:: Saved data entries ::
☆ ☆ ☆
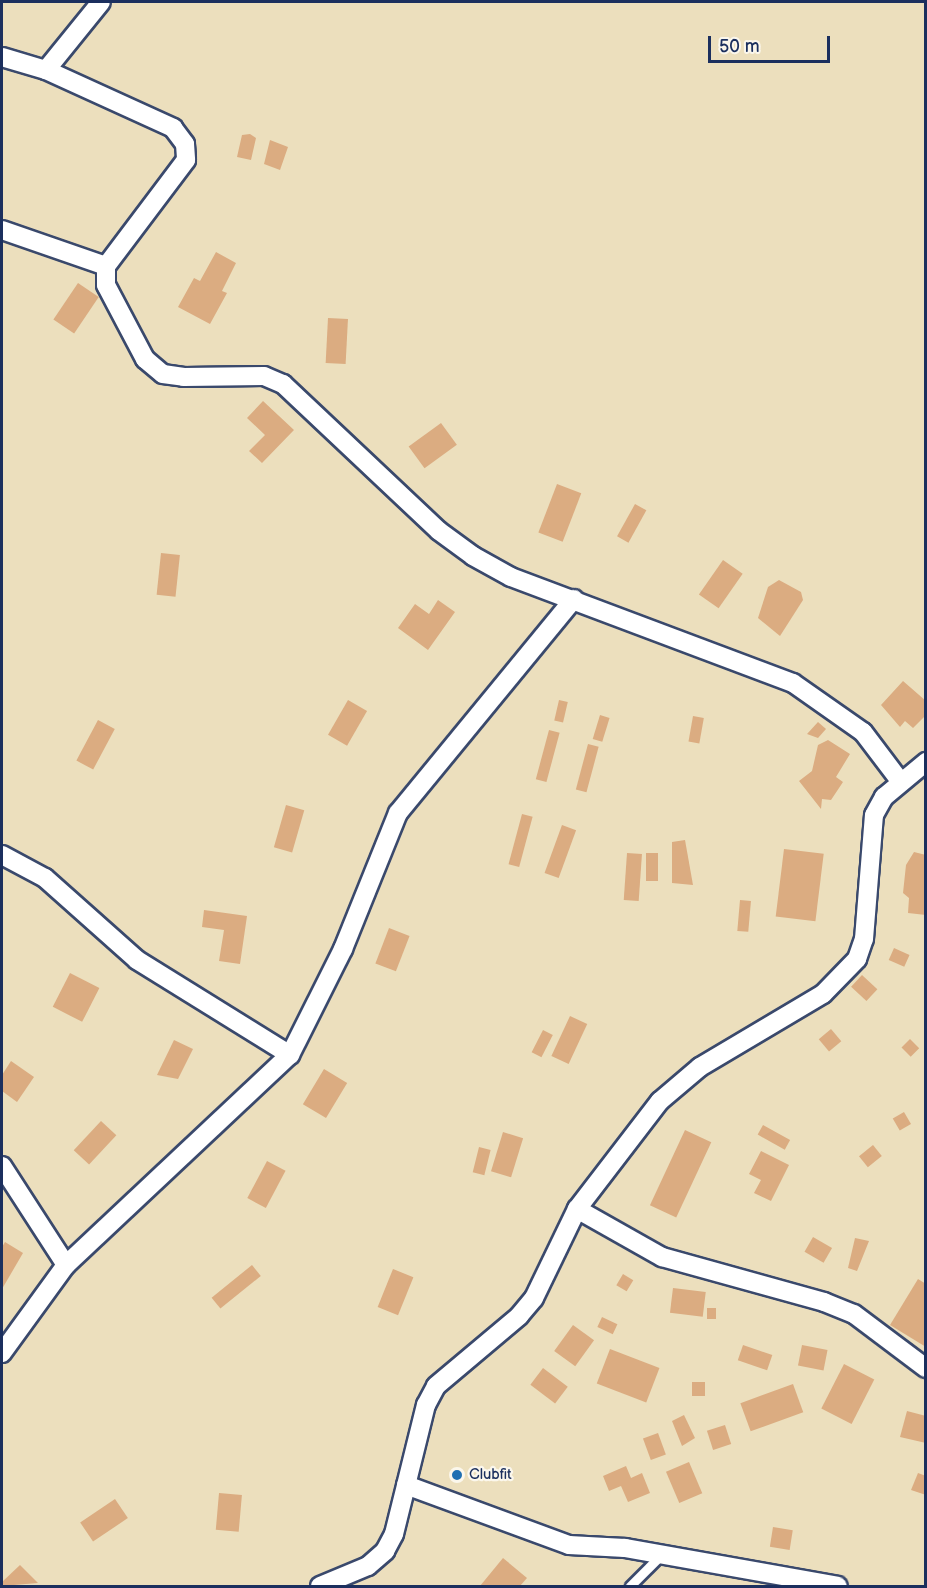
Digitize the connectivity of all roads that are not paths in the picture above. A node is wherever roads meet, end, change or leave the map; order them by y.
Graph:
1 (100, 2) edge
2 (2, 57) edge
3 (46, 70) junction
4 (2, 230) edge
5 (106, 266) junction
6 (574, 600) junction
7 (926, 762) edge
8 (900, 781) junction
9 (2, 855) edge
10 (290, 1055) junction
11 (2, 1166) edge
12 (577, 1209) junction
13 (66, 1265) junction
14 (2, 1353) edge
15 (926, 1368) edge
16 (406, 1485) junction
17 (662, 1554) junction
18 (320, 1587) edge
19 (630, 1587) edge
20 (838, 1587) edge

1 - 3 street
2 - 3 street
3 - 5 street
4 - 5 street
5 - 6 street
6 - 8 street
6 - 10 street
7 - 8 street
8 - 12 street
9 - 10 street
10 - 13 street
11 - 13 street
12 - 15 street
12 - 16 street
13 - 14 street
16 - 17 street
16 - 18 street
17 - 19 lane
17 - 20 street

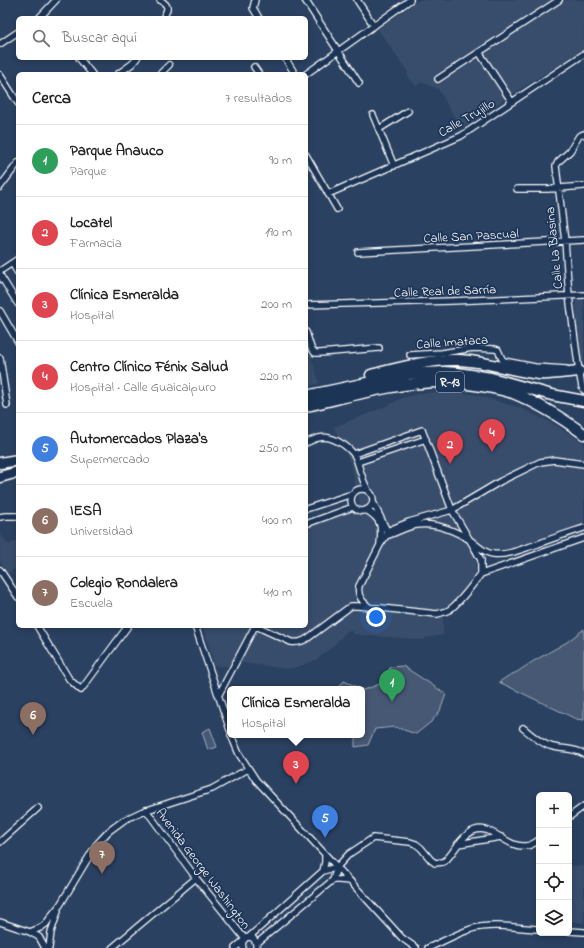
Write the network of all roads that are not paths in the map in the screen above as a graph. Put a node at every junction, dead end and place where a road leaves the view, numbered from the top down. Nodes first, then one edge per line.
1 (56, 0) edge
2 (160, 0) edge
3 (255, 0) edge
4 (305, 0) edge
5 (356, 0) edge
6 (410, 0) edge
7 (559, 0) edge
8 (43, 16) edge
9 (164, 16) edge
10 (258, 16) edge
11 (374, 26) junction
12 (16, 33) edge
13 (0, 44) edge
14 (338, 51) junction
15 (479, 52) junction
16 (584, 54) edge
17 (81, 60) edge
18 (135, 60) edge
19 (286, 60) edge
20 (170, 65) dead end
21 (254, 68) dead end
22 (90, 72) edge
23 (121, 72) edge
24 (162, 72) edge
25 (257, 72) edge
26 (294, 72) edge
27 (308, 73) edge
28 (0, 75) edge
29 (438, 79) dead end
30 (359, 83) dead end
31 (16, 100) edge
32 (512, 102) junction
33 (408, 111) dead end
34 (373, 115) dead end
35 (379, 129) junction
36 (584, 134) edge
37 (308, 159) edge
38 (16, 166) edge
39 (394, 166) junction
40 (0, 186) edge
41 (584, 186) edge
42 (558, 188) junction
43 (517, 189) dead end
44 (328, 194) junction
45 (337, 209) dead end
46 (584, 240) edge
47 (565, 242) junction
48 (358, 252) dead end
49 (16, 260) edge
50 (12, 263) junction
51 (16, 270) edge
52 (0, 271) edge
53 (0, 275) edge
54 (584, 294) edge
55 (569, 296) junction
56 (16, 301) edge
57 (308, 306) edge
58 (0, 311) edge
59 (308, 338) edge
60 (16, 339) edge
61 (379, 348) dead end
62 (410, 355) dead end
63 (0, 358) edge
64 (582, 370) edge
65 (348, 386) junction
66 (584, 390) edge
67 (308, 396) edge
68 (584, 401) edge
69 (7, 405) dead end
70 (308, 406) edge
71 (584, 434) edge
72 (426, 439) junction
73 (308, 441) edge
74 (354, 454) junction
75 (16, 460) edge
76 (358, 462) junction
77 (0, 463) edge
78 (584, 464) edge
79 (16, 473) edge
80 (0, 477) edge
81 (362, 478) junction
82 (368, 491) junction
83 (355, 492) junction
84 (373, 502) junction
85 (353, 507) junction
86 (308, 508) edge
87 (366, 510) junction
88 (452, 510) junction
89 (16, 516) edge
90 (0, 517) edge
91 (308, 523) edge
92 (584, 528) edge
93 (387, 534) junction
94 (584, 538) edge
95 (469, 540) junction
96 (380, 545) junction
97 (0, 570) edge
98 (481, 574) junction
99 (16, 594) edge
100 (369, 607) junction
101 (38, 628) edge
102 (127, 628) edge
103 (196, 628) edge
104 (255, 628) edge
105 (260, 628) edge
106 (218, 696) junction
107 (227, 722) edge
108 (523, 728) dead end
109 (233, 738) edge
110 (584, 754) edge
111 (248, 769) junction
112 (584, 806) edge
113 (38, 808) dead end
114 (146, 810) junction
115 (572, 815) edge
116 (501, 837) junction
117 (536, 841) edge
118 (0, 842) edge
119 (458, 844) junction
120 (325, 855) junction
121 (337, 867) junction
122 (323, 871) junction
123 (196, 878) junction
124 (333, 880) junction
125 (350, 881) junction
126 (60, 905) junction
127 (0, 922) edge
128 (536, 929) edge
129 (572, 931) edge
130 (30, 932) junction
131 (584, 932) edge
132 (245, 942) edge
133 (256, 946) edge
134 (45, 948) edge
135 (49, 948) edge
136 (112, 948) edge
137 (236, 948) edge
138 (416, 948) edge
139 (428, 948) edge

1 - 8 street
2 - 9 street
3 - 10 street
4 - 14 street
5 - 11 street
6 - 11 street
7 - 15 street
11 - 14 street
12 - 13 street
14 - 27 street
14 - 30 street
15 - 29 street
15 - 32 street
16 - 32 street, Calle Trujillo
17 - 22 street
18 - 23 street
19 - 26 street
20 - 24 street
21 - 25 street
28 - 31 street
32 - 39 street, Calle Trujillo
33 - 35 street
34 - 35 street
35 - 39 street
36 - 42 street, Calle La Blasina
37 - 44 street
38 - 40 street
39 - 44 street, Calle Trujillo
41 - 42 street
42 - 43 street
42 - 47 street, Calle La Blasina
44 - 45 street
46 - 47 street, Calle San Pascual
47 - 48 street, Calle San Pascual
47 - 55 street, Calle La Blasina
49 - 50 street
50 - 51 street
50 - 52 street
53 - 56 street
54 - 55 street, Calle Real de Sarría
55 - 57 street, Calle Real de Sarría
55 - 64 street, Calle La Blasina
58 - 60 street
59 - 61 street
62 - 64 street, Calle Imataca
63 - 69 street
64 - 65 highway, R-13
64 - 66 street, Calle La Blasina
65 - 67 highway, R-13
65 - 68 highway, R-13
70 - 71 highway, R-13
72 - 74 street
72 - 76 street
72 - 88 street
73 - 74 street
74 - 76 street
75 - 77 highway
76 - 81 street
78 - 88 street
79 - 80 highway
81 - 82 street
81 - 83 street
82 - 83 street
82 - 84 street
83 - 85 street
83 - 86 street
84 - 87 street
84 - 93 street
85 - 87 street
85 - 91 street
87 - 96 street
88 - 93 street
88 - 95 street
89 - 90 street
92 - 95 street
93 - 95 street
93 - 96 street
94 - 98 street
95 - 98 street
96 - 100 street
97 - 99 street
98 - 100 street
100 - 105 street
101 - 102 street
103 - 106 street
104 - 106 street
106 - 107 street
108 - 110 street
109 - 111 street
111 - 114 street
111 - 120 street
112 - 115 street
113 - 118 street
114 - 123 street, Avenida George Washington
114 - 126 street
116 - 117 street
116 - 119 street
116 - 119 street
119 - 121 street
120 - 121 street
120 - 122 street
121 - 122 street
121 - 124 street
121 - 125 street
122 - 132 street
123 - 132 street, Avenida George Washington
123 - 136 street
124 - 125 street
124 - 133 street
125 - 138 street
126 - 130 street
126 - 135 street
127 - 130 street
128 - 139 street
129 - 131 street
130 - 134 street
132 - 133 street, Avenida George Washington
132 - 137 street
☆ ☆ ☆
:: Your objective ::
Pictures stay out; the records above are otherwise reproduced exactly.

:: Your response ::
Digitize the connectivity of all roads that are not paths in the picture above. A node is wherever roads meet, end, change or leave the map; order them by y.
Graph:
1 (100, 2) edge
2 (2, 57) edge
3 (46, 70) junction
4 (2, 230) edge
5 (106, 266) junction
6 (574, 600) junction
7 (926, 762) edge
8 (900, 781) junction
9 (2, 855) edge
10 (290, 1055) junction
11 (2, 1166) edge
12 (577, 1209) junction
13 (66, 1265) junction
14 (2, 1353) edge
15 (926, 1368) edge
16 (406, 1485) junction
17 (662, 1554) junction
18 (320, 1587) edge
19 (630, 1587) edge
20 (838, 1587) edge

1 - 3 street
2 - 3 street
3 - 5 street
4 - 5 street
5 - 6 street
6 - 8 street
6 - 10 street
7 - 8 street
8 - 12 street
9 - 10 street
10 - 13 street
11 - 13 street
12 - 15 street
12 - 16 street
13 - 14 street
16 - 17 street
16 - 18 street
17 - 19 lane
17 - 20 street

Write the network of all roads that are not paths in the map in the screen above as a graph. Put a node at every junction, dead end and place where a road leaves the view, numbered from the top down. Nodes first, then one edge per line.
1 (56, 0) edge
2 (160, 0) edge
3 (255, 0) edge
4 (305, 0) edge
5 (356, 0) edge
6 (410, 0) edge
7 (559, 0) edge
8 (43, 16) edge
9 (164, 16) edge
10 (258, 16) edge
11 (374, 26) junction
12 (16, 33) edge
13 (0, 44) edge
14 (338, 51) junction
15 (479, 52) junction
16 (584, 54) edge
17 (81, 60) edge
18 (135, 60) edge
19 (286, 60) edge
20 (170, 65) dead end
21 (254, 68) dead end
22 (90, 72) edge
23 (121, 72) edge
24 (162, 72) edge
25 (257, 72) edge
26 (294, 72) edge
27 (308, 73) edge
28 (0, 75) edge
29 (438, 79) dead end
30 (359, 83) dead end
31 (16, 100) edge
32 (512, 102) junction
33 (408, 111) dead end
34 (373, 115) dead end
35 (379, 129) junction
36 (584, 134) edge
37 (308, 159) edge
38 (16, 166) edge
39 (394, 166) junction
40 (0, 186) edge
41 (584, 186) edge
42 (558, 188) junction
43 (517, 189) dead end
44 (328, 194) junction
45 (337, 209) dead end
46 (584, 240) edge
47 (565, 242) junction
48 (358, 252) dead end
49 (16, 260) edge
50 (12, 263) junction
51 (16, 270) edge
52 (0, 271) edge
53 (0, 275) edge
54 (584, 294) edge
55 (569, 296) junction
56 (16, 301) edge
57 (308, 306) edge
58 (0, 311) edge
59 (308, 338) edge
60 (16, 339) edge
61 (379, 348) dead end
62 (410, 355) dead end
63 (0, 358) edge
64 (582, 370) edge
65 (348, 386) junction
66 (584, 390) edge
67 (308, 396) edge
68 (584, 401) edge
69 (7, 405) dead end
70 (308, 406) edge
71 (584, 434) edge
72 (426, 439) junction
73 (308, 441) edge
74 (354, 454) junction
75 (16, 460) edge
76 (358, 462) junction
77 (0, 463) edge
78 (584, 464) edge
79 (16, 473) edge
80 (0, 477) edge
81 (362, 478) junction
82 (368, 491) junction
83 (355, 492) junction
84 (373, 502) junction
85 (353, 507) junction
86 (308, 508) edge
87 (366, 510) junction
88 (452, 510) junction
89 (16, 516) edge
90 (0, 517) edge
91 (308, 523) edge
92 (584, 528) edge
93 (387, 534) junction
94 (584, 538) edge
95 (469, 540) junction
96 (380, 545) junction
97 (0, 570) edge
98 (481, 574) junction
99 (16, 594) edge
100 (369, 607) junction
101 (38, 628) edge
102 (127, 628) edge
103 (196, 628) edge
104 (255, 628) edge
105 (260, 628) edge
106 (218, 696) junction
107 (227, 722) edge
108 (523, 728) dead end
109 (233, 738) edge
110 (584, 754) edge
111 (248, 769) junction
112 (584, 806) edge
113 (38, 808) dead end
114 (146, 810) junction
115 (572, 815) edge
116 (501, 837) junction
117 (536, 841) edge
118 (0, 842) edge
119 (458, 844) junction
120 (325, 855) junction
121 (337, 867) junction
122 (323, 871) junction
123 (196, 878) junction
124 (333, 880) junction
125 (350, 881) junction
126 (60, 905) junction
127 (0, 922) edge
128 (536, 929) edge
129 (572, 931) edge
130 (30, 932) junction
131 (584, 932) edge
132 (245, 942) edge
133 (256, 946) edge
134 (45, 948) edge
135 (49, 948) edge
136 (112, 948) edge
137 (236, 948) edge
138 (416, 948) edge
139 (428, 948) edge

1 - 8 street
2 - 9 street
3 - 10 street
4 - 14 street
5 - 11 street
6 - 11 street
7 - 15 street
11 - 14 street
12 - 13 street
14 - 27 street
14 - 30 street
15 - 29 street
15 - 32 street
16 - 32 street, Calle Trujillo
17 - 22 street
18 - 23 street
19 - 26 street
20 - 24 street
21 - 25 street
28 - 31 street
32 - 39 street, Calle Trujillo
33 - 35 street
34 - 35 street
35 - 39 street
36 - 42 street, Calle La Blasina
37 - 44 street
38 - 40 street
39 - 44 street, Calle Trujillo
41 - 42 street
42 - 43 street
42 - 47 street, Calle La Blasina
44 - 45 street
46 - 47 street, Calle San Pascual
47 - 48 street, Calle San Pascual
47 - 55 street, Calle La Blasina
49 - 50 street
50 - 51 street
50 - 52 street
53 - 56 street
54 - 55 street, Calle Real de Sarría
55 - 57 street, Calle Real de Sarría
55 - 64 street, Calle La Blasina
58 - 60 street
59 - 61 street
62 - 64 street, Calle Imataca
63 - 69 street
64 - 65 highway, R-13
64 - 66 street, Calle La Blasina
65 - 67 highway, R-13
65 - 68 highway, R-13
70 - 71 highway, R-13
72 - 74 street
72 - 76 street
72 - 88 street
73 - 74 street
74 - 76 street
75 - 77 highway
76 - 81 street
78 - 88 street
79 - 80 highway
81 - 82 street
81 - 83 street
82 - 83 street
82 - 84 street
83 - 85 street
83 - 86 street
84 - 87 street
84 - 93 street
85 - 87 street
85 - 91 street
87 - 96 street
88 - 93 street
88 - 95 street
89 - 90 street
92 - 95 street
93 - 95 street
93 - 96 street
94 - 98 street
95 - 98 street
96 - 100 street
97 - 99 street
98 - 100 street
100 - 105 street
101 - 102 street
103 - 106 street
104 - 106 street
106 - 107 street
108 - 110 street
109 - 111 street
111 - 114 street
111 - 120 street
112 - 115 street
113 - 118 street
114 - 123 street, Avenida George Washington
114 - 126 street
116 - 117 street
116 - 119 street
116 - 119 street
119 - 121 street
120 - 121 street
120 - 122 street
121 - 122 street
121 - 124 street
121 - 125 street
122 - 132 street
123 - 132 street, Avenida George Washington
123 - 136 street
124 - 125 street
124 - 133 street
125 - 138 street
126 - 130 street
126 - 135 street
127 - 130 street
128 - 139 street
129 - 131 street
130 - 134 street
132 - 133 street, Avenida George Washington
132 - 137 street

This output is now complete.